When David was about to be born, we figured there wasn’t enough room in the apartment, so Barbara’s mother helped us with the down payment on a house. She gave us $3,000. We looked around and ended up buying a two-bedroom house that had a little room on the back that the family had added. The house was in San Gabriel at 356 Bridge Street. We paid less than $17,000 for the house.

Our house in San Gabriel was where the garden was. When President [Spencer W.] Kimball was President of the Church, he said we should all have gardens. I decided to take out most of the back lawn, and I started to make compost. I dug a hole that was four feet square on each side and two feet deep. We had some trees on the property that dumped a lot of leaves. I picked them up, shredded them, and mixed them in with a lot of grass clippings and horse manure (I’d go to a stable to get horse manure). Then I’d put in a layer of dirt, then another layer of organic matter, then another layer of dirt. When it got up to ground level, I’d build a little box that was four feet square and two feet high. I’d take the dirt I’d dug up and I’d throw it back on, so I had in essence a four-foot cube of won­derful material. When I got that done, I’d build a hole by its side. I kept moving across the back of the lawn. When I got all the way across, I’d start doing another row.

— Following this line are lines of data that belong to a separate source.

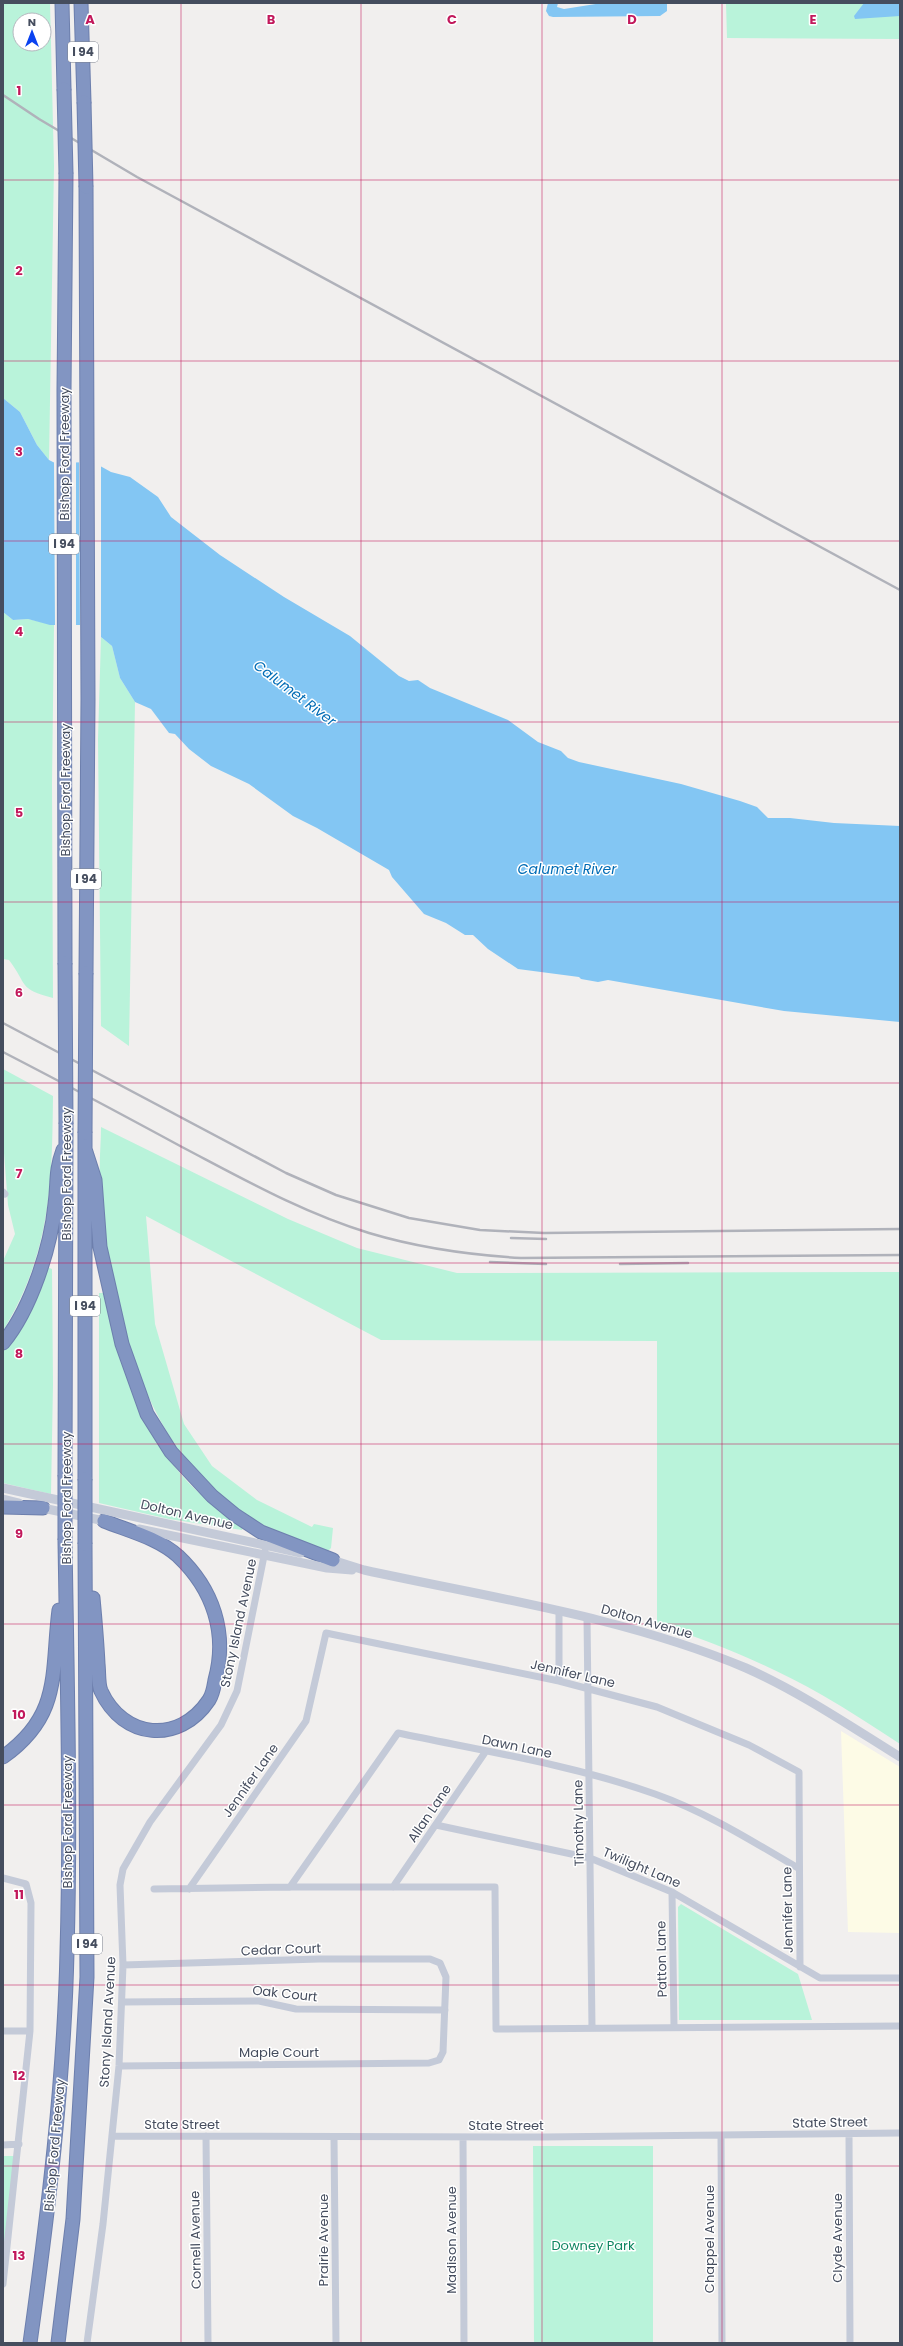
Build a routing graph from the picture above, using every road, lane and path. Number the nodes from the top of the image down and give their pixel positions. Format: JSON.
{"nodes":[{"id":1,"x":62,"y":3,"type":"edge"},
{"id":2,"x":81,"y":3,"type":"edge"},
{"id":3,"x":66,"y":1141,"type":"junction"},
{"id":4,"x":84,"y":1149,"type":"junction"},
{"id":5,"x":3,"y":1343,"type":"edge"},
{"id":6,"x":3,"y":1488,"type":"edge"},
{"id":7,"x":3,"y":1499,"type":"edge"},
{"id":8,"x":3,"y":1507,"type":"edge"},
{"id":9,"x":44,"y":1508,"type":"junction"},
{"id":10,"x":104,"y":1521,"type":"junction"},
{"id":11,"x":266,"y":1545,"type":"junction"},
{"id":12,"x":264,"y":1555,"type":"junction"},
{"id":13,"x":66,"y":1559,"type":"junction"},
{"id":14,"x":85,"y":1559,"type":"junction"},
{"id":15,"x":333,"y":1560,"type":"junction"},
{"id":16,"x":364,"y":1570,"type":"junction"},
{"id":17,"x":559,"y":1612,"type":"junction"},
{"id":18,"x":587,"y":1618,"type":"junction"},
{"id":19,"x":559,"y":1681,"type":"junction"},
{"id":20,"x":587,"y":1688,"type":"junction"},
{"id":21,"x":486,"y":1751,"type":"junction"},
{"id":22,"x":3,"y":1757,"type":"edge"},
{"id":23,"x":900,"y":1757,"type":"edge"},
{"id":24,"x":589,"y":1774,"type":"junction"},
{"id":25,"x":436,"y":1825,"type":"junction"},
{"id":26,"x":590,"y":1858,"type":"junction"},
{"id":27,"x":798,"y":1868,"type":"junction"},
{"id":28,"x":3,"y":1878,"type":"edge"},
{"id":29,"x":290,"y":1887,"type":"junction"},
{"id":30,"x":393,"y":1887,"type":"junction"},
{"id":31,"x":154,"y":1889,"type":"dead end"},
{"id":32,"x":188,"y":1889,"type":"junction"},
{"id":33,"x":672,"y":1892,"type":"junction"},
{"id":34,"x":123,"y":1965,"type":"junction"},
{"id":35,"x":800,"y":1967,"type":"junction"},
{"id":36,"x":900,"y":1978,"type":"edge"},
{"id":37,"x":122,"y":2002,"type":"junction"},
{"id":38,"x":444,"y":2010,"type":"junction"},
{"id":39,"x":674,"y":2026,"type":"junction"},
{"id":40,"x":900,"y":2026,"type":"edge"},
{"id":41,"x":592,"y":2028,"type":"junction"},
{"id":42,"x":30,"y":2030,"type":"junction"},
{"id":43,"x":3,"y":2031,"type":"edge"},
{"id":44,"x":119,"y":2066,"type":"junction"},
{"id":45,"x":900,"y":2133,"type":"edge"},
{"id":46,"x":849,"y":2134,"type":"junction"},
{"id":47,"x":721,"y":2135,"type":"junction"},
{"id":48,"x":112,"y":2136,"type":"junction"},
{"id":49,"x":206,"y":2136,"type":"junction"},
{"id":50,"x":334,"y":2137,"type":"junction"},
{"id":51,"x":463,"y":2137,"type":"junction"},
{"id":52,"x":3,"y":2144,"type":"edge"},
{"id":53,"x":19,"y":2144,"type":"junction"},
{"id":54,"x":3,"y":2284,"type":"edge"},
{"id":55,"x":30,"y":2343,"type":"edge"},
{"id":56,"x":58,"y":2343,"type":"edge"},
{"id":57,"x":87,"y":2343,"type":"edge"},
{"id":58,"x":208,"y":2343,"type":"edge"},
{"id":59,"x":336,"y":2343,"type":"edge"},
{"id":60,"x":464,"y":2343,"type":"edge"},
{"id":61,"x":722,"y":2343,"type":"edge"},
{"id":62,"x":850,"y":2343,"type":"edge"}],
"edges":[{"from":1,"to":3,"type":"highway","name":"Bishop Ford Freeway","number":"I 94","bridge":true},
{"from":2,"to":4,"type":"highway","name":"Bishop Ford Freeway","number":"I 94","bridge":true},
{"from":3,"to":5,"type":"highway"},
{"from":3,"to":13,"type":"highway","name":"Bishop Ford Freeway","number":"I 94","bridge":true},
{"from":4,"to":14,"type":"highway","name":"Bishop Ford Freeway","number":"I 94","bridge":true},
{"from":4,"to":15,"type":"highway"},
{"from":6,"to":11,"type":"street","name":"Dolton Avenue"},
{"from":7,"to":9,"type":"street","name":"Dolton Avenue"},
{"from":8,"to":9,"type":"highway"},
{"from":9,"to":10,"type":"street","name":"Dolton Avenue"},
{"from":10,"to":12,"type":"street","name":"Dolton Avenue"},
{"from":10,"to":14,"type":"highway"},
{"from":11,"to":12,"type":"street","name":"Stony Island Avenue"},
{"from":11,"to":15,"type":"street","name":"Dolton Avenue"},
{"from":12,"to":16,"type":"street","name":"Dolton Avenue"},
{"from":12,"to":34,"type":"street","name":"Stony Island Avenue"},
{"from":13,"to":22,"type":"highway"},
{"from":13,"to":55,"type":"highway","name":"Bishop Ford Freeway","number":"I 94"},
{"from":14,"to":56,"type":"highway","name":"Bishop Ford Freeway","number":"I 94"},
{"from":15,"to":16,"type":"street","name":"Dolton Avenue"},
{"from":16,"to":17,"type":"street","name":"Dolton Avenue"},
{"from":17,"to":18,"type":"street","name":"Dolton Avenue"},
{"from":17,"to":19,"type":"street"},
{"from":18,"to":20,"type":"street","name":"Timothy Lane"},
{"from":18,"to":23,"type":"street","name":"Dolton Avenue"},
{"from":19,"to":20,"type":"street","name":"Jennifer Lane"},
{"from":19,"to":32,"type":"street","name":"Jennifer Lane"},
{"from":20,"to":24,"type":"street","name":"Timothy Lane"},
{"from":20,"to":27,"type":"street","name":"Jennifer Lane"},
{"from":21,"to":24,"type":"street","name":"Dawn Lane"},
{"from":21,"to":25,"type":"street","name":"Allan Lane"},
{"from":21,"to":29,"type":"street","name":"Dawn Lane"},
{"from":24,"to":26,"type":"street","name":"Timothy Lane"},
{"from":24,"to":27,"type":"street","name":"Dawn Lane"},
{"from":25,"to":26,"type":"street","name":"Twilight Lane"},
{"from":25,"to":30,"type":"street","name":"Allan Lane"},
{"from":26,"to":33,"type":"street","name":"Twilight Lane"},
{"from":26,"to":41,"type":"street","name":"Timothy Lane"},
{"from":27,"to":35,"type":"street","name":"Jennifer Lane"},
{"from":28,"to":42,"type":"street"},
{"from":29,"to":30,"type":"street"},
{"from":29,"to":32,"type":"street"},
{"from":30,"to":41,"type":"street"},
{"from":31,"to":32,"type":"street"},
{"from":33,"to":35,"type":"street","name":"Twilight Lane"},
{"from":33,"to":39,"type":"street","name":"Patton Lane"},
{"from":34,"to":37,"type":"street","name":"Stony Island Avenue"},
{"from":34,"to":38,"type":"street","name":"Cedar Court"},
{"from":35,"to":36,"type":"street","name":"Jennifer Lane"},
{"from":37,"to":38,"type":"street","name":"Oak Court"},
{"from":37,"to":44,"type":"street","name":"Stony Island Avenue"},
{"from":38,"to":44,"type":"street","name":"Maple Court"},
{"from":39,"to":40,"type":"street"},
{"from":39,"to":41,"type":"street"},
{"from":42,"to":43,"type":"street"},
{"from":42,"to":53,"type":"street"},
{"from":44,"to":48,"type":"street","name":"Stony Island Avenue"},
{"from":45,"to":46,"type":"street","name":"State Street"},
{"from":46,"to":47,"type":"street","name":"State Street"},
{"from":46,"to":62,"type":"street","name":"Clyde Avenue"},
{"from":47,"to":51,"type":"street","name":"State Street"},
{"from":47,"to":61,"type":"street","name":"Chappel Avenue"},
{"from":48,"to":49,"type":"street","name":"State Street"},
{"from":48,"to":57,"type":"street","name":"Stony Island Avenue"},
{"from":49,"to":50,"type":"street","name":"State Street"},
{"from":49,"to":58,"type":"street","name":"Cornell Avenue"},
{"from":50,"to":51,"type":"street","name":"State Street"},
{"from":50,"to":59,"type":"street","name":"Prairie Avenue"},
{"from":51,"to":60,"type":"street","name":"Madison Avenue"},
{"from":52,"to":53,"type":"street"},
{"from":53,"to":54,"type":"street"}]}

I ordered a Troybilt tiller by mail order. One day it came. Oh, that was an exciting day! I had to put it together and put the oil in it, and the gas in it, and start it up. Then it worked just like a big Mix Master, and I got out there and churned all this dirt up with this tiller.

I’d read about the French intensive method of planting, so I planted everything so that all the plants were equal distance from each other. Tomato plants would be further apart than radishes, of course, so it depended on what kind of plant I was planting. The tomatoes really started to take off. I got some welded wire and made cages for them to grow up in. The cages were about seven feet tall and three feet in diameter. These tomatoes would grow right up to the top and down the sides. So they did really well.